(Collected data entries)

------

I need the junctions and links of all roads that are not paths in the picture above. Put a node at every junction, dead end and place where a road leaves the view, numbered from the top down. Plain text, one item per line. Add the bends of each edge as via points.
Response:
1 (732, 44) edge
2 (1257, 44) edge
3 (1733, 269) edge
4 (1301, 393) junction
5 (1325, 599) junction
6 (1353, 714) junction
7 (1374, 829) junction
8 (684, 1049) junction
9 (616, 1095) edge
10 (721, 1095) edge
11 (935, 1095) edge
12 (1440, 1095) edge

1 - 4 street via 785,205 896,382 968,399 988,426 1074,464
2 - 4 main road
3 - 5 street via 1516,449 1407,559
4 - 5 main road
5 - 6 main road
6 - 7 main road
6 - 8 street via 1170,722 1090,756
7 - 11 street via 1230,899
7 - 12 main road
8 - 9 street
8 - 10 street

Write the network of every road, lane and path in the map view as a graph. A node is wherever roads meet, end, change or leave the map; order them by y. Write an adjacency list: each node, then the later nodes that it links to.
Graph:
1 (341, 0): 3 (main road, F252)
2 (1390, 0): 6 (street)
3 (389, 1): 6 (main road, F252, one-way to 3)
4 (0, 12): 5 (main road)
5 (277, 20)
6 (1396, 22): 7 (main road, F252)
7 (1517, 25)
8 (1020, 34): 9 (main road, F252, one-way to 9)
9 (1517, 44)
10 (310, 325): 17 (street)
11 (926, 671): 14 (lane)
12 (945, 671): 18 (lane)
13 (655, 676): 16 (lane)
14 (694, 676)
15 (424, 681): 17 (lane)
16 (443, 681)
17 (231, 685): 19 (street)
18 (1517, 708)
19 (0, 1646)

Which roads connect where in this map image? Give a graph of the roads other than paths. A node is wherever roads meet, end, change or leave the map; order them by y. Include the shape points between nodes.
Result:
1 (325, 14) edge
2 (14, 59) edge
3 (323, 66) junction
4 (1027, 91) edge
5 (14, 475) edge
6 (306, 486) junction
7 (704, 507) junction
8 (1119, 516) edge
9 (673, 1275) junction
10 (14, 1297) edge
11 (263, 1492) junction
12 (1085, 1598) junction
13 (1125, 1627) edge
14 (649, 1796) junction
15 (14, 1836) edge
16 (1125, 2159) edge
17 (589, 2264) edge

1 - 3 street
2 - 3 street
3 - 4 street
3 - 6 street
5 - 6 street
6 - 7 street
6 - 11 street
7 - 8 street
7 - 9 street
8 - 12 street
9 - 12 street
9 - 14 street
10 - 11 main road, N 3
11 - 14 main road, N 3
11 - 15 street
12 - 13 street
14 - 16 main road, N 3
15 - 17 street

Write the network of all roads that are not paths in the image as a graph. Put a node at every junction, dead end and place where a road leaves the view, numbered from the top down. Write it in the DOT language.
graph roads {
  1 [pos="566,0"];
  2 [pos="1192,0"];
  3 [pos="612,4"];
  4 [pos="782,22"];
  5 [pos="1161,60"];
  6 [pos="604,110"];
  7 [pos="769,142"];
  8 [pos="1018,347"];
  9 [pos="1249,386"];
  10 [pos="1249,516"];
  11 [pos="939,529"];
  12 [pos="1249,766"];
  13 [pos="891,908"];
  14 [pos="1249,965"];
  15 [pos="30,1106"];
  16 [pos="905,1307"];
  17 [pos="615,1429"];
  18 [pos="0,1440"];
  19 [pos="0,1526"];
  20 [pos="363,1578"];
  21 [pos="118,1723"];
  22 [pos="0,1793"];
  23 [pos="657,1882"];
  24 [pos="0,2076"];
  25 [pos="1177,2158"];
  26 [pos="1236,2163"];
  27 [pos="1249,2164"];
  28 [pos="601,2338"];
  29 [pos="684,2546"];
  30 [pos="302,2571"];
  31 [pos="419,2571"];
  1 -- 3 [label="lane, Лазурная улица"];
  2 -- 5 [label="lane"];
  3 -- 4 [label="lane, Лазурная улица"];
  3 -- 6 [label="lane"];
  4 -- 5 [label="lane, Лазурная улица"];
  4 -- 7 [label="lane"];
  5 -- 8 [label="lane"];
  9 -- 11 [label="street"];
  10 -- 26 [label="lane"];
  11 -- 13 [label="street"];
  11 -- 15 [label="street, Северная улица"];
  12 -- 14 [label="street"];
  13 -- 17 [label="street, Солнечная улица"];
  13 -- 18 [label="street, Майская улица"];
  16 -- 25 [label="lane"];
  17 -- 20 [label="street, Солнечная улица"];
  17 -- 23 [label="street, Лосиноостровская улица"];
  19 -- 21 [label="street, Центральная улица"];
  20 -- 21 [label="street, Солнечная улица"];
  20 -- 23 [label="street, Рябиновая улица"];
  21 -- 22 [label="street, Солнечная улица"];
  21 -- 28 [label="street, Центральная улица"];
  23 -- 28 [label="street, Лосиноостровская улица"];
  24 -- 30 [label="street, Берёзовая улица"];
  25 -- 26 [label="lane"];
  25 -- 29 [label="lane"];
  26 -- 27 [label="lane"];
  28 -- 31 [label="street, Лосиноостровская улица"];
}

------

Work task » Search the entries for the word "wherever" and gather every line where it appears.

Task result »
Write the network of every road, lane and path in the map view as a graph. A node is wherever roads meet, end, change or leave the map; order them by y. Write an adjacency list: each node, then the later nodes that it links to.
Which roads connect where in this map image? Give a graph of the roads other than paths. A node is wherever roads meet, end, change or leave the map; order them by y. Include the shape points between nodes.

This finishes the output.